Ik zie hoe de hoop op het weerzien met zijn -met onze- vader voor zijn neus de grond in wordt geboord door mijn ontkennende antwoord; 'Nee, ik heb verder geen familie. Sterker nog, tot op een paar minuten geleden dacht ik dat ik er helemaal alleen voor stond. Maar heb jij verder nog familie?'

Het lichtje in zijn ogen dat gedoofd was komt weer tevoorschijn. 'Ja, wíj hebben nog familie. Onze opa en oma leven nog, we hebben twee ooms en een tante, dit hier is Ahmik, onze neef en we hebben nog een klein ander neefje. Daarnaast is onze hele stam als één grote familie. Dus je hoeft je geen zorgen te maken dat je niet warm onthaald zal worden.'

Met een glimlach stapt Ahmik naar voren, 'Daar heeft hij helemaal gelijk in, je zult je prima aanpassen, als je ten minste met ons mee wilt, want dat is natuurlijk nog altijd je eigen keuze.' Hij legt een hand op de schouder van zijn neef, alsof hij hem wil waarschuwen of probeert te behoeden. 'We kunnen je ook weer naar de wereld van de blanken brengen, de plek waar je de taal en de gebruiken kent...'

Wematins glimlach glijdt voor een seconde van zijn gezicht, maar daarna is de warme blik weer terug. Zijn handen hebben de mijne nog steeds vast. 'Wat Ahmik zegt klopt. Als je wil brengen we je terug, jij beslist.'

Mijn keuze is snel gemaakt; wat heb ik om naar terug te keren? Een lege boerderij, vol met verschrikkelijke herinneringen? Vrienden heb ik niet, Will is al lang geleden vertrokken. En ''de gebruiken van de blanken''; als ik de laatste jaren van mijn leven als een ijkpunt moet nemen hoef ik daar nooit meer naar terug. De enige waar ik naar terug zou kunnen keren is Rodian, die eens in het jaar langs kwam, maar wat moet hij met een weeskind?
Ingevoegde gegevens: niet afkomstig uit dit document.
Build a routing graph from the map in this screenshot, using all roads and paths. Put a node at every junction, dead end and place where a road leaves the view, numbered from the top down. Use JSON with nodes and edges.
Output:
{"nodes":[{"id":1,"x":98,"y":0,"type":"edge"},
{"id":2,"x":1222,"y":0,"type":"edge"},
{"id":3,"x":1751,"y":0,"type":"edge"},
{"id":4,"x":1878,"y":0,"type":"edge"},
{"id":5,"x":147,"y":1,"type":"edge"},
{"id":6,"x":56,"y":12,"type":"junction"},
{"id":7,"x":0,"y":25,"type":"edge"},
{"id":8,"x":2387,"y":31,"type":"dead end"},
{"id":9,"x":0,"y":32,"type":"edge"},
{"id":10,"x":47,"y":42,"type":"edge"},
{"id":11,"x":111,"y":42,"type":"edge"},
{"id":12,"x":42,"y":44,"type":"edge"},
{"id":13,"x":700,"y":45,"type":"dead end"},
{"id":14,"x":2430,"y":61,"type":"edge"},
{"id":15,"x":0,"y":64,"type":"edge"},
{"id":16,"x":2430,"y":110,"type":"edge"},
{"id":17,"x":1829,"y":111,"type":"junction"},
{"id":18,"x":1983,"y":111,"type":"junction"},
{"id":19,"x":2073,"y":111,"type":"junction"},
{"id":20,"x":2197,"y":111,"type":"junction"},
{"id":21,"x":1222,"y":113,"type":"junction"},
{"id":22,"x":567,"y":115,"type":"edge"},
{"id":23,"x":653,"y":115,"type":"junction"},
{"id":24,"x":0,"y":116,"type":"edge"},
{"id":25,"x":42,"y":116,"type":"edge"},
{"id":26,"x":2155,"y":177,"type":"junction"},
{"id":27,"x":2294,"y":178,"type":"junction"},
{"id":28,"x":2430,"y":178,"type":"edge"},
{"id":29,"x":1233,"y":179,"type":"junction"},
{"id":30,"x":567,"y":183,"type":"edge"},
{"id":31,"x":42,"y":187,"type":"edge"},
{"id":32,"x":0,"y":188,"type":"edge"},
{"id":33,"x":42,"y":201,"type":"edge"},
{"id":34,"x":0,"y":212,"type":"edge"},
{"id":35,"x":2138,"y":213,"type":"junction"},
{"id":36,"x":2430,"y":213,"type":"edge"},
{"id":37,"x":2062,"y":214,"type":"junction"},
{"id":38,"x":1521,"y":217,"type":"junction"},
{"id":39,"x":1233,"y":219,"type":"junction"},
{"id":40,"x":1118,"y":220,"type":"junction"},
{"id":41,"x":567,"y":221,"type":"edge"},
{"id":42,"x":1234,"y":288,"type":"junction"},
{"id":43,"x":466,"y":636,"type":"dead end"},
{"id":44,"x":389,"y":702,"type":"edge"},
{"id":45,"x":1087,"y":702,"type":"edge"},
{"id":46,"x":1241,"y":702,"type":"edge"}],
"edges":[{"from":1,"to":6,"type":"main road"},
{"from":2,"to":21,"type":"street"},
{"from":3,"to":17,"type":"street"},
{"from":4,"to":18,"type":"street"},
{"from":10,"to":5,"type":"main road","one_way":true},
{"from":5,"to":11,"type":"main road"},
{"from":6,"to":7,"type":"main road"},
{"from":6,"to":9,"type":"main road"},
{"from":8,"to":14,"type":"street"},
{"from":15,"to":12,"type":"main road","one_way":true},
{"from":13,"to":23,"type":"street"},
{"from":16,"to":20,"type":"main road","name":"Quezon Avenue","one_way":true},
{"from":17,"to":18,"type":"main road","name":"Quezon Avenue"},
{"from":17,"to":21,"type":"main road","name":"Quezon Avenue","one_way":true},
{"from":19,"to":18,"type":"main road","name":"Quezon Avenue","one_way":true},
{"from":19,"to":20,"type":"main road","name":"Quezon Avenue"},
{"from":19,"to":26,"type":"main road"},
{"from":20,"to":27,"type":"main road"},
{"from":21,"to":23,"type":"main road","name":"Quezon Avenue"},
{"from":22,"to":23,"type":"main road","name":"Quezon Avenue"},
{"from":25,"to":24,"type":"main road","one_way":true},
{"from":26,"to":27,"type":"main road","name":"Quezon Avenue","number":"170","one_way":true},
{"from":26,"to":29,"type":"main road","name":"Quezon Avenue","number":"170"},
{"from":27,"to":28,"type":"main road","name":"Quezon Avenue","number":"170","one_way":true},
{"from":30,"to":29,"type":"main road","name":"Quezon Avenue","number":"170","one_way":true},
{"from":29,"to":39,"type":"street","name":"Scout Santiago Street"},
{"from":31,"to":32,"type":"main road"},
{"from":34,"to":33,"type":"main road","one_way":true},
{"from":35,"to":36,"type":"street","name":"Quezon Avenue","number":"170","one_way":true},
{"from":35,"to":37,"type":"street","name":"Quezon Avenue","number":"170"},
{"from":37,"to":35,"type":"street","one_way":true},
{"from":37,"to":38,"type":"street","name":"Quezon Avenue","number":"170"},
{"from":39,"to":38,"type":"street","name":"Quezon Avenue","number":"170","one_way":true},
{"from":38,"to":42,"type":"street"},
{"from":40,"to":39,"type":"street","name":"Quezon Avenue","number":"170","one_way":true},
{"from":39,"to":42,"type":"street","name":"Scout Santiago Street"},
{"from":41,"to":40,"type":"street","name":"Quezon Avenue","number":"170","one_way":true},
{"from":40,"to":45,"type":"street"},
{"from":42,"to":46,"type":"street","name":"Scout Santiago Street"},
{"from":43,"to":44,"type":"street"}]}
Ik maak mijn handen voorzichtig los en ik zie de pijn in Wematins ogen tevoorschijn komen, bang voor een afwijzing. Maar ik glimlach. 'Ik zou het geweldig vinden om met jullie mee te mogen.'

Ahmik lacht en de opluchting is op Wematins gezicht te lezen. Hij staat met een lach op. 'Welkom bij de Navajo Rox!' Mijn broer biedt me zijn hand aan en helpt me overeind. 'Nog één laatste vraag, wat deed je hier als gevangene van deze mannen?' Er verschijnt een serieuze trek rond zijn mond en het geeft hem een strenge uitstraling.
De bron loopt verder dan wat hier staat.